Everything important has to be manually discovered.

That is not a discipline issue.

That is a tooling and operational-visibility issue.

What changes when tooling actually supports the process

The real breakthrough happens when the operational tooling itself begins supporting the desired behaviour.

Because then all three forces start shrinking simultaneously.

Knowing improves because the next relevant action becomes visible directly inside operational context.

Agreeing improves because workflows can align more naturally with real operational behaviour instead of fighting it.

Able to improves because:

  • signals surface automatically
  • planners no longer rely purely on memory
  • operational follow-up becomes manageable under pressure

At that point, following the process stops feeling like: "extra discipline."

And starts becoming: the easiest operational path.

That is usually the moment where process improvements finally become sustainable.

A note on GUSTY

GUSTY Copilot is designed specifically around this operational gap.

Instead of redesigning the ERP itself, Copilot operates alongside it and surfaces the operational signals maintenance teams are currently forced to manually search for.

For example:

  • technician notes requiring action
  • inconsistent statuses
  • overdue follow-ups
  • deferred work
  • missing planning actions
  • workflow inconsistencies

The goal is not to force unrealistic process compliance.

The goal is to remove the structural reasons the process keeps drifting operationally.

Because once the system itself starts supporting the desired behaviour, sustainable process adherence becomes dramatically more realistic.

Talk to us about Copilot

FAQ

Is this mainly a discipline problem?

No.
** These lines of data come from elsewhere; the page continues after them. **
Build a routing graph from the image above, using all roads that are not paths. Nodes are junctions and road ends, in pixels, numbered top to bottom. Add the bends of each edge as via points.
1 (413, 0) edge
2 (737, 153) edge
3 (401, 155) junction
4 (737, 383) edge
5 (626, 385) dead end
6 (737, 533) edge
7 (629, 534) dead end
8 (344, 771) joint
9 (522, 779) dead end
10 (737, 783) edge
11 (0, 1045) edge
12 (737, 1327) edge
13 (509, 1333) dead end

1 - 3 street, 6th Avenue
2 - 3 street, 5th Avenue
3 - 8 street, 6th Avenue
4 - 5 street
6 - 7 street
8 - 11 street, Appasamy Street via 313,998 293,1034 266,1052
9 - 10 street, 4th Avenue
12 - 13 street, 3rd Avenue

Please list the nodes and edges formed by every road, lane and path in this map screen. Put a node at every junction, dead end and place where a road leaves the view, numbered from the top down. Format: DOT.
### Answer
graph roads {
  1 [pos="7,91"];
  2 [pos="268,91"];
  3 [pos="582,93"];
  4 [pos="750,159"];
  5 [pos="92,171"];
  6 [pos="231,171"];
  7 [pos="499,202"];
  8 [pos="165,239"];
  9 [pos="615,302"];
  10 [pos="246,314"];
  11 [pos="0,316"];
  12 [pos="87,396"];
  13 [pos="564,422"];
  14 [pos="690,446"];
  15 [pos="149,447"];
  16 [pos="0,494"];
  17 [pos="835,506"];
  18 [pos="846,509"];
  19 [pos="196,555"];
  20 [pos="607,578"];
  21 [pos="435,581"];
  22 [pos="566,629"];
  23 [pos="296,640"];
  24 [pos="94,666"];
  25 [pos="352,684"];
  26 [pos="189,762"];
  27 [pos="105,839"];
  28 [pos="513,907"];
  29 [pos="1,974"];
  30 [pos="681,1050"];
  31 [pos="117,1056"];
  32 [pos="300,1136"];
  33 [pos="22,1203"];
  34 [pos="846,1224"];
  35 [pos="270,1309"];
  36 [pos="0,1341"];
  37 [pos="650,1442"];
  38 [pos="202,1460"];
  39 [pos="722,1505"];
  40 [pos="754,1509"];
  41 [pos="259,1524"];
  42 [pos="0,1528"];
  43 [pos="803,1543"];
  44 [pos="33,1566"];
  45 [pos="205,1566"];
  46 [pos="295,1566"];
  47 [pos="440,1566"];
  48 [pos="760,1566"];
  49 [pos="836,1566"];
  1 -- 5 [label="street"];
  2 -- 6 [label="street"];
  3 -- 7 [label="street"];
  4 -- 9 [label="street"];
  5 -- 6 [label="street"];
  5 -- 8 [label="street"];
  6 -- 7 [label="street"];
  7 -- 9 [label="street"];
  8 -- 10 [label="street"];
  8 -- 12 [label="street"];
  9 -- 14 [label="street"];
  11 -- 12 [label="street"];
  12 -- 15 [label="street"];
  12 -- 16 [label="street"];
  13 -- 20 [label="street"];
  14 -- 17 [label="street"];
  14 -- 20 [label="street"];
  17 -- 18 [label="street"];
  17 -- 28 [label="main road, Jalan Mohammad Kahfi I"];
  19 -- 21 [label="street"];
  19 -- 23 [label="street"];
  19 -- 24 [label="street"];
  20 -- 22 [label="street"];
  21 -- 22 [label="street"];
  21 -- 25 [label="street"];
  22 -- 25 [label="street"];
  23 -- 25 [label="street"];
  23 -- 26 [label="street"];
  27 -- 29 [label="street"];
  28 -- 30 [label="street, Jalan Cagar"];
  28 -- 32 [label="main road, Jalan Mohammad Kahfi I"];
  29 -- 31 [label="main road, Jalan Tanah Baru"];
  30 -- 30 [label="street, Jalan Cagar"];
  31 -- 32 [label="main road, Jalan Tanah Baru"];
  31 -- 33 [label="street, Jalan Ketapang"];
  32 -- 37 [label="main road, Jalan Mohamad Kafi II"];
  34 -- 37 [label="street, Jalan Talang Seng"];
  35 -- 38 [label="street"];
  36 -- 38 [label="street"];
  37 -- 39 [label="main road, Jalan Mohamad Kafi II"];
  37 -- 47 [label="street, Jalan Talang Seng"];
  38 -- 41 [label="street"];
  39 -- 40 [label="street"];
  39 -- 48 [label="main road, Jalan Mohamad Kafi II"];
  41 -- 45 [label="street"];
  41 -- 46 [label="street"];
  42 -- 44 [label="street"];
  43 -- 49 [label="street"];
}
Most maintenance teams already work extremely hard under difficult operational conditions. The issue is usually that operational signals remain hidden, workflows create friction, systems rely too heavily on memory, and process expectations do not fully match operational reality.

Can clearer procedures solve this?

Clearer procedures help with understanding. But they do not solve operational friction, hidden signals, workflow overload, ERP limitations, or unrealistic execution expectations. Those require operational support mechanisms, not just better documentation.

Why do redesigns often fail after six months?

Because operational pressure slowly pushes behaviour back toward whatever the system environment realistically supports. If tooling, visibility, and workflow support remain unchanged, behaviour eventually drifts back even if the redesigned process itself was logically correct.

What is the fastest first improvement?

Usually: surface operational signals automatically instead of relying on planners and supervisors to manually discover everything themselves. Even relatively small improvements in visibility, reminders, workflow surfacing, and follow-up signalling often create immediate behavioural improvement.